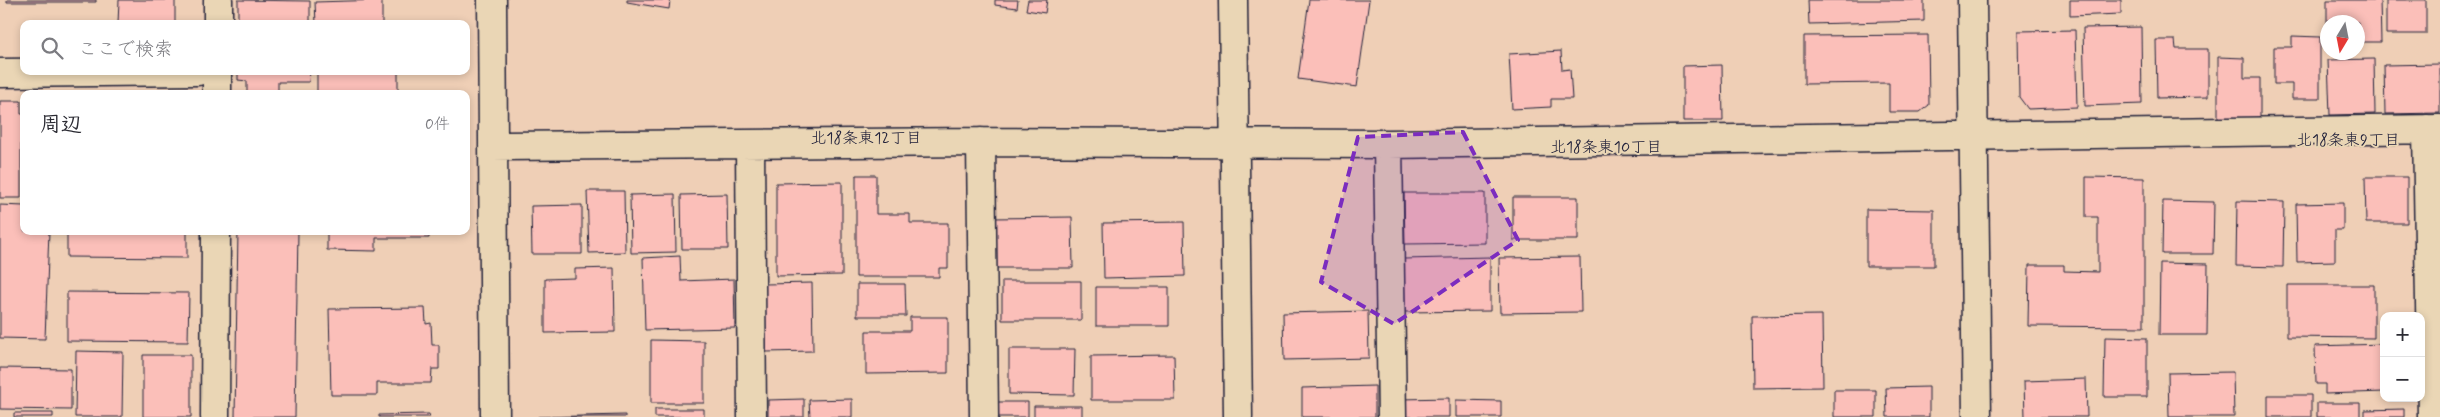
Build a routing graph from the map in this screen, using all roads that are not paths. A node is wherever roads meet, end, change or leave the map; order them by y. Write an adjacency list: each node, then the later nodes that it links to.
1 (218, 0): 5 (street)
2 (492, 0): 16 (street)
3 (1233, 0): 14 (street)
4 (1972, 0): 11 (street)
5 (218, 20)
6 (0, 73): 7 (street)
7 (20, 73)
8 (217, 75): 9 (street)
9 (217, 90)
10 (2434, 129): 11 (street); 25 (street)
11 (1974, 137): 15 (street); 24 (street)
12 (981, 142): 13 (street); 14 (street); 21 (street)
13 (750, 144): 16 (street); 20 (street)
14 (1235, 144): 15 (street); 22 (street)
15 (1388, 144): 23 (street)
16 (493, 146): 19 (street)
17 (216, 235): 18 (street)
18 (215, 417)
19 (495, 417)
20 (752, 417)
21 (984, 417)
22 (1238, 417)
23 (1392, 417)
24 (1977, 417)
25 (2432, 417)

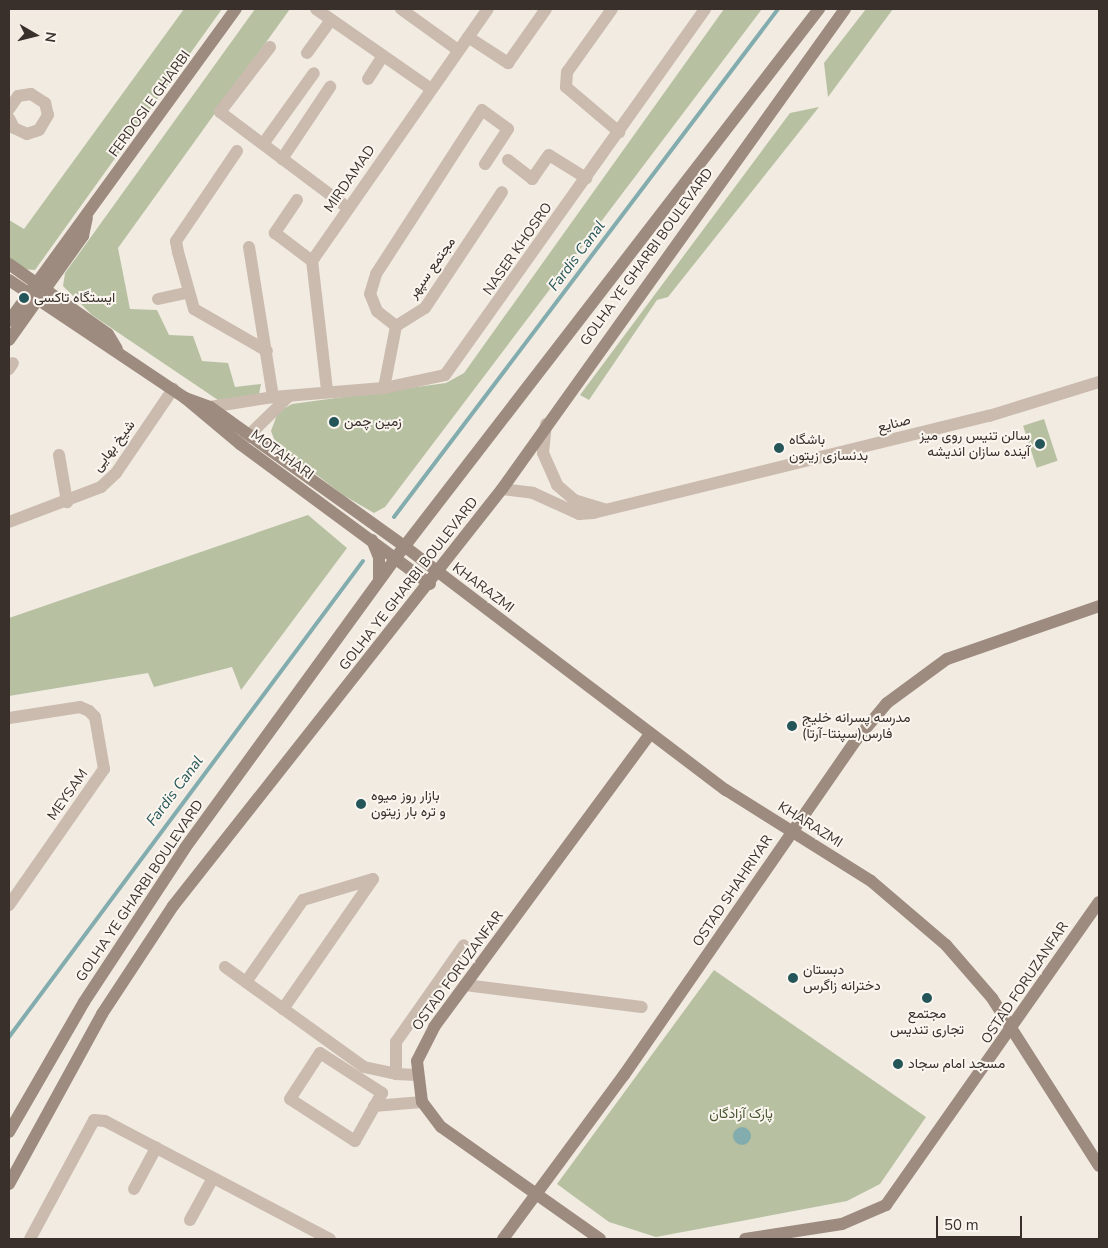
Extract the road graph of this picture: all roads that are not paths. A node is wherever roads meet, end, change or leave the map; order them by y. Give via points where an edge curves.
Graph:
1 (236, 9) edge
2 (316, 9) edge
3 (401, 9) edge
4 (488, 9) edge
5 (546, 9) edge
6 (612, 9) edge
7 (706, 9) edge
8 (819, 9) edge
9 (845, 9) edge
10 (332, 20) junction
11 (468, 37) junction
12 (270, 47) dead end
13 (458, 50) junction
14 (307, 52) dead end
15 (383, 56) junction
16 (314, 73) dead end
17 (368, 79) dead end
18 (330, 87) dead end
19 (431, 89) junction
20 (9, 110) edge
21 (9, 118) edge
22 (619, 132) junction
23 (263, 144) junction
24 (237, 151) dead end
25 (282, 159) junction
26 (508, 160) dead end
27 (485, 164) dead end
28 (586, 178) junction
29 (502, 192) dead end
30 (297, 200) dead end
31 (348, 208) junction
32 (249, 247) dead end
33 (312, 261) junction
34 (9, 264) edge
35 (9, 280) edge
36 (40, 286) junction
37 (186, 293) junction
38 (32, 297) junction
39 (158, 300) dead end
40 (9, 321) edge
41 (396, 326) junction
42 (9, 340) edge
43 (117, 349) junction
44 (268, 351) junction
45 (1099, 382) edge
46 (384, 388) junction
47 (173, 389) junction
48 (327, 390) junction
49 (288, 396) junction
50 (273, 397) junction
51 (206, 411) junction
52 (546, 422) junction
53 (244, 440) junction
54 (59, 455) dead end
55 (502, 489) junction
56 (67, 502) junction
57 (606, 509) junction
58 (9, 522) edge
59 (369, 536) junction
60 (401, 551) junction
61 (439, 573) junction
62 (379, 580) junction
63 (430, 584) junction
64 (1099, 606) edge
65 (9, 718) edge
66 (650, 734) junction
67 (791, 832) junction
68 (1099, 902) edge
69 (9, 905) edge
70 (464, 945) dead end
71 (225, 967) dead end
72 (246, 982) junction
73 (465, 985) junction
74 (642, 1007) dead end
75 (283, 1009) junction
76 (1015, 1028) junction
77 (396, 1074) junction
78 (416, 1075) junction
79 (422, 1102) junction
80 (374, 1106) junction
81 (9, 1132) edge
82 (156, 1148) junction
83 (1099, 1166) edge
84 (213, 1178) junction
85 (9, 1184) edge
86 (134, 1189) dead end
87 (535, 1197) junction
88 (190, 1220) dead end
89 (30, 1239) edge
90 (330, 1239) edge
91 (503, 1239) edge
92 (600, 1239) edge
93 (745, 1239) edge

1 - 36 main road, FERDOSI E GHARBI
2 - 10 street
3 - 13 street
4 - 11 street, MIRDAMAD
5 - 11 street via 508,63
6 - 22 street via 567,72 566,87
7 - 22 street, NASER KHOSRO
8 - 60 main road, GOLHA YE GHARBI BOULEVARD
9 - 52 main road, GOLHA YE GHARBI BOULEVARD
10 - 14 street
10 - 15 street
11 - 13 street, MIRDAMAD
12 - 23 street via 220,112
13 - 19 street, MIRDAMAD
15 - 17 street
15 - 19 street
16 - 23 street
18 - 25 street
19 - 31 street, MIRDAMAD
20 - 21 street via 18,96 31,94 45,103 48,114 40,130 26,134 14,128
22 - 28 street, NASER KHOSRO
23 - 25 street
24 - 37 street via 176,241
25 - 31 street
26 - 28 street via 532,179 549,155
27 - 41 street via 508,129 482,110 376,274 370,294 377,311
28 - 46 street, NASER KHOSRO via 456,364 436,379
29 - 41 street, مجتمع سپهر via 425,308
30 - 33 street via 275,233
31 - 33 street, MIRDAMAD
32 - 44 street
33 - 48 street
34 - 36 main road, MOTAHARI
35 - 38 main road, MOTAHARI
36 - 38 main road, FERDOSI E GHARBI
36 - 43 main road, MOTAHARI via 108,334
37 - 39 street
37 - 44 street via 188,302 204,318
38 - 40 main road, FERDOSI E GHARBI
38 - 42 main road, FERDOSI E GHARBI
38 - 43 main road, MOTAHARI via 100,344
41 - 46 street
43 - 47 main road, MOTAHARI
44 - 50 street
45 - 57 street, صنایع via 990,416
46 - 48 street, NASER KHOSRO
47 - 51 main road, MOTAHARI
47 - 56 street, شیخ بهایی via 116,473 101,487
48 - 49 street, NASER KHOSRO
49 - 50 street, NASER KHOSRO
49 - 53 street
50 - 51 street, NASER KHOSRO
51 - 53 main road, MOTAHARI
52 - 55 main road, GOLHA YE GHARBI BOULEVARD
52 - 57 street via 543,453 557,485 574,500
53 - 59 main road, MOTAHARI
53 - 60 main road
54 - 56 street
55 - 57 street, صنایع via 533,493 579,514
55 - 61 main road, GOLHA YE GHARBI BOULEVARD
56 - 58 street, شیخ بهایی
59 - 60 main road, MOTAHARI
59 - 62 main road via 379,557
60 - 61 main road, KHARAZMI
60 - 62 main road, GOLHA YE GHARBI BOULEVARD
60 - 63 main road, MOTAHARI
61 - 63 main road, GOLHA YE GHARBI BOULEVARD
61 - 66 main road, KHARAZMI
62 - 81 main road, GOLHA YE GHARBI BOULEVARD via 152,895
63 - 85 main road, GOLHA YE GHARBI BOULEVARD via 173,906 102,1014
64 - 67 main road, OSTAD SHAHRIYAR via 978,645 916,678 857,739
65 - 69 street, MEYSAM via 80,707 89,711 95,717 104,769
66 - 67 main road, KHARAZMI
66 - 73 main road, OSTAD FORUZANFAR
67 - 76 main road, KHARAZMI via 871,881 946,945
67 - 87 main road, OSTAD SHAHRIYAR via 652,1036
68 - 76 main road, OSTAD FORUZANFAR
70 - 77 street via 396,1042
71 - 72 street
72 - 75 street
72 - 75 street via 303,900 373,879
73 - 74 street
73 - 78 main road, OSTAD FORUZANFAR via 420,1049
75 - 77 street via 364,1068
76 - 83 main road, KHARAZMI
76 - 93 main road, OSTAD FORUZANFAR via 886,1205 842,1224
77 - 78 street
78 - 79 main road, OSTAD FORUZANFAR
79 - 80 street
79 - 87 main road, OSTAD FORUZANFAR via 441,1127
80 - 80 street via 355,1141 290,1099 320,1053 382,1093
82 - 84 street
82 - 86 street
82 - 89 street via 94,1120
84 - 88 street
84 - 90 street
87 - 91 main road, OSTAD SHAHRIYAR
87 - 92 main road, OSTAD FORUZANFAR

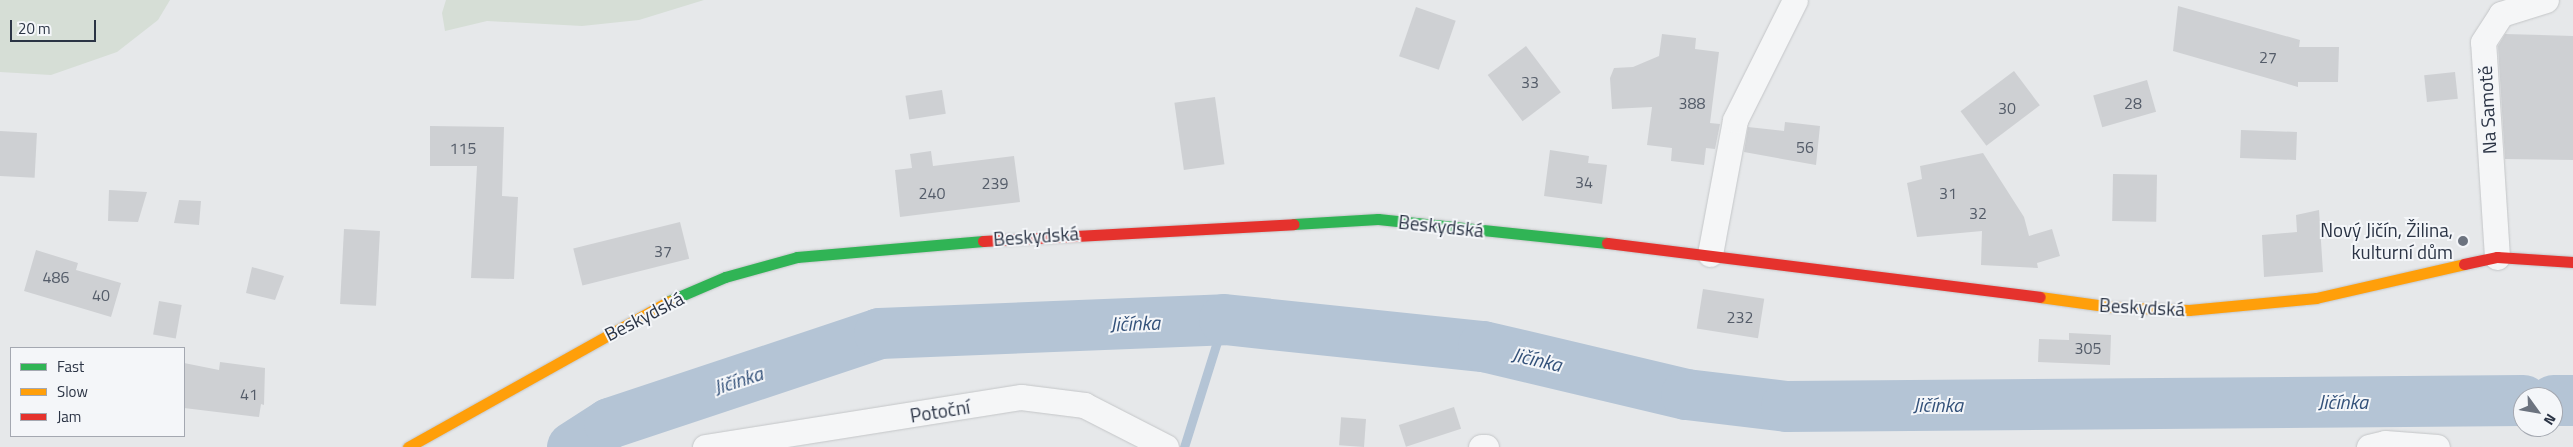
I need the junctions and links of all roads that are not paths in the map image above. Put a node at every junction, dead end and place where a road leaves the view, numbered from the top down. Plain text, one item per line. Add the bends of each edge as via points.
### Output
1 (1795, 0) edge
2 (2546, 0) edge
3 (1710, 254) junction
4 (2497, 257) junction
5 (2573, 262) edge
6 (408, 447) edge
7 (705, 447) edge
8 (1166, 447) edge
9 (1481, 447) edge
10 (1486, 447) edge
11 (2369, 447) edge
12 (2437, 447) edge

1 - 3 street via 1734,120
2 - 4 street, Na Samotě via 2501,14 2484,42
3 - 4 street, Beskydská via 2112,307 2189,310 2316,298
3 - 6 street, Beskydská via 1378,219 901,245 797,257 725,277 666,302
4 - 5 street, Beskydská
7 - 8 street, Potoční via 1022,397 1084,405
9 - 10 street
11 - 12 street via 2385,443

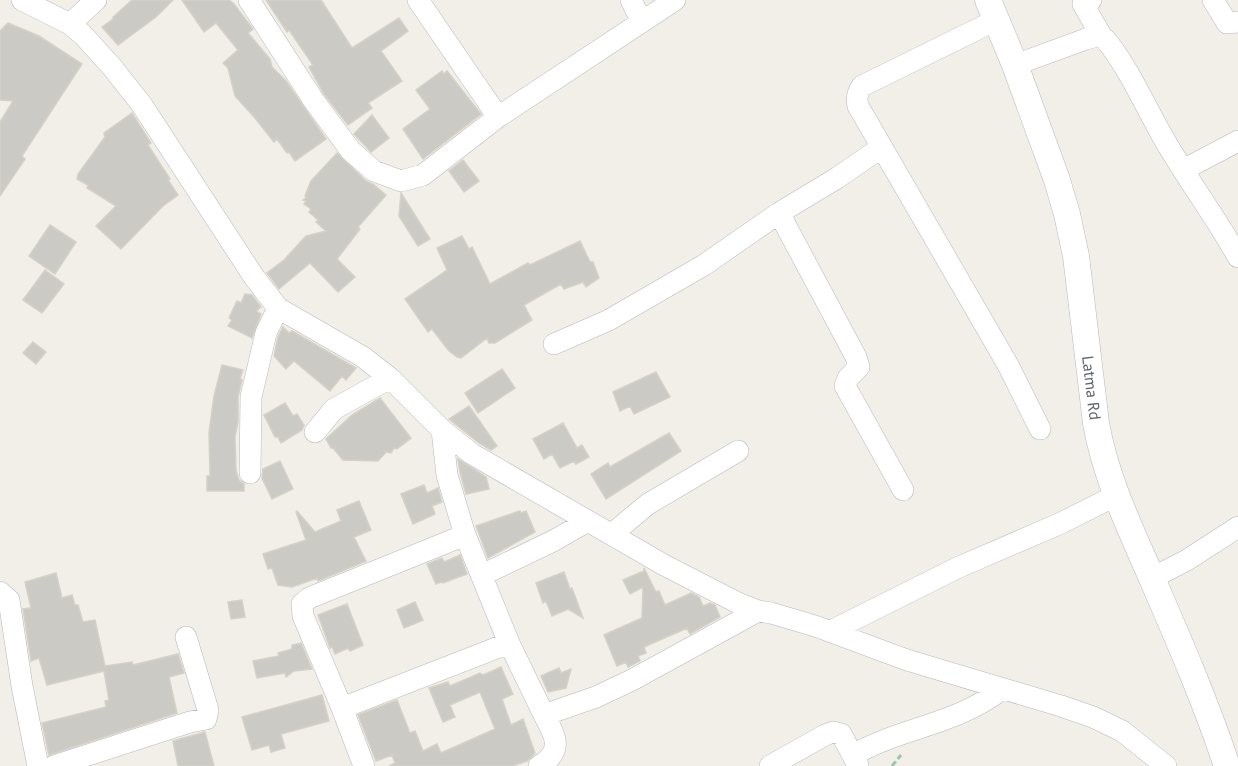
○ ○ ○ ○
_Exercise directions_: Begin with the first line of the entries above and write out each line exactly, ending with the line containing "Extract the road". Leave out pictures.

_Problem solution_:
Build a routing graph from the map in this screen, using all roads that are not paths. A node is wherever roads meet, end, change or leave the map; order them by y. Write an adjacency list: each node, then the later nodes that it links to.
1 (218, 0): 5 (street)
2 (492, 0): 16 (street)
3 (1233, 0): 14 (street)
4 (1972, 0): 11 (street)
5 (218, 20)
6 (0, 73): 7 (street)
7 (20, 73)
8 (217, 75): 9 (street)
9 (217, 90)
10 (2434, 129): 11 (street); 25 (street)
11 (1974, 137): 15 (street); 24 (street)
12 (981, 142): 13 (street); 14 (street); 21 (street)
13 (750, 144): 16 (street); 20 (street)
14 (1235, 144): 15 (street); 22 (street)
15 (1388, 144): 23 (street)
16 (493, 146): 19 (street)
17 (216, 235): 18 (street)
18 (215, 417)
19 (495, 417)
20 (752, 417)
21 (984, 417)
22 (1238, 417)
23 (1392, 417)
24 (1977, 417)
25 (2432, 417)

Extract the road graph of this picture: all roads that are not paths. A node is wherever roads meet, end, change or leave the map; order them by y. Give via points where an edge curves.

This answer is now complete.